Doesn't seem to have gotten working yet:
https://www.courtlistener.com/?type=oa&q=&type=oa&order_by=dateArgued%20desc&court=scotus
We'll have to check in on Monday, when Bill can lend a hand.
hi guys- lets get this fixed! as everyone is looking for our stuff
Hm... not sure what was going on but I decided to run a --fullcrawl
www-data@maintenance-wp:/opt/courtlistener$ python manage.py cl_scrape_oral_arguments --courts juriscraper.oral_args.united_states.federal_appellate.scotus --verbosity 2 --fullcrawl INFO Starting up the scraper. INFO Adding new document found at: b'http://www.supremecourt.gov/media/audio/mp3files/22-976.mp3' INFO Successfully added audio file 90881: b"Garland, Att'y Gen. v. Cargill" INFO Adding new document found at: b'http://www.supremecourt.gov/media/audio/mp3files/23-3.mp3' INFO Successfully added audio file 90882: b'Coinbase, Inc. v. Suski' INFO Adding new document found at: b'http://www.supremecourt.gov/media/audio/mp3files/22-7386.mp3' INFO Successfully added audio file 90883: b'McIntosh v.
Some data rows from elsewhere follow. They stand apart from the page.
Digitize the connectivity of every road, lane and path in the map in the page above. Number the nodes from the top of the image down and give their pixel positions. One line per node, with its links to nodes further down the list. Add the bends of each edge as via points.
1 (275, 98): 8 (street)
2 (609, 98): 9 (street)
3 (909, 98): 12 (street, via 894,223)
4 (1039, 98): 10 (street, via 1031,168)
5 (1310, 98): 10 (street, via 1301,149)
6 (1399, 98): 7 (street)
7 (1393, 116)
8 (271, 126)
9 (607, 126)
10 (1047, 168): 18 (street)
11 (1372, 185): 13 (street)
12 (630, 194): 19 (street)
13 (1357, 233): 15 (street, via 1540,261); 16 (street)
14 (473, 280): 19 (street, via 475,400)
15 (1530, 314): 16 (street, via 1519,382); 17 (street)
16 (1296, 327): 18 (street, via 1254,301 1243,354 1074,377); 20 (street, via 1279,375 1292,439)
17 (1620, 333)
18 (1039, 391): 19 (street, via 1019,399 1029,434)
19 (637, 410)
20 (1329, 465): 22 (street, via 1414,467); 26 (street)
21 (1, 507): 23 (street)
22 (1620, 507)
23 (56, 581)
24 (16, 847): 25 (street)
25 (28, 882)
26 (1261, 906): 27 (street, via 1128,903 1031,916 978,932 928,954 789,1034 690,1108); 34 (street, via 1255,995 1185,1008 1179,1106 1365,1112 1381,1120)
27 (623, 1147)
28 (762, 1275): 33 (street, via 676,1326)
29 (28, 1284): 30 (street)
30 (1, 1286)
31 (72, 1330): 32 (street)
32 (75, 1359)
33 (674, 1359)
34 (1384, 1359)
United States' INFO Adding new document found at: b'http://www.supremecourt.gov/media/audio/mp3files/22-529.mp3' INFO Successfully added audio file 90884: b'Cantero v. Bank of America, N.A.' INFO Adding new document found at: b'http://www.supremecourt.gov/media/audio/mp3files/22-555.mp3' INFO Successfully added audio file 90885: b'NetChoice, LLC v. Paxton' INFO Adding new document found at: b'http://www.supremecourt.gov/media/audio/mp3files/22-277.mp3' INFO Successfully added audio file 90886: b'Moody v. NetChoice, LLC' ...
and that appears to be enough for now- worth keep an eye on it -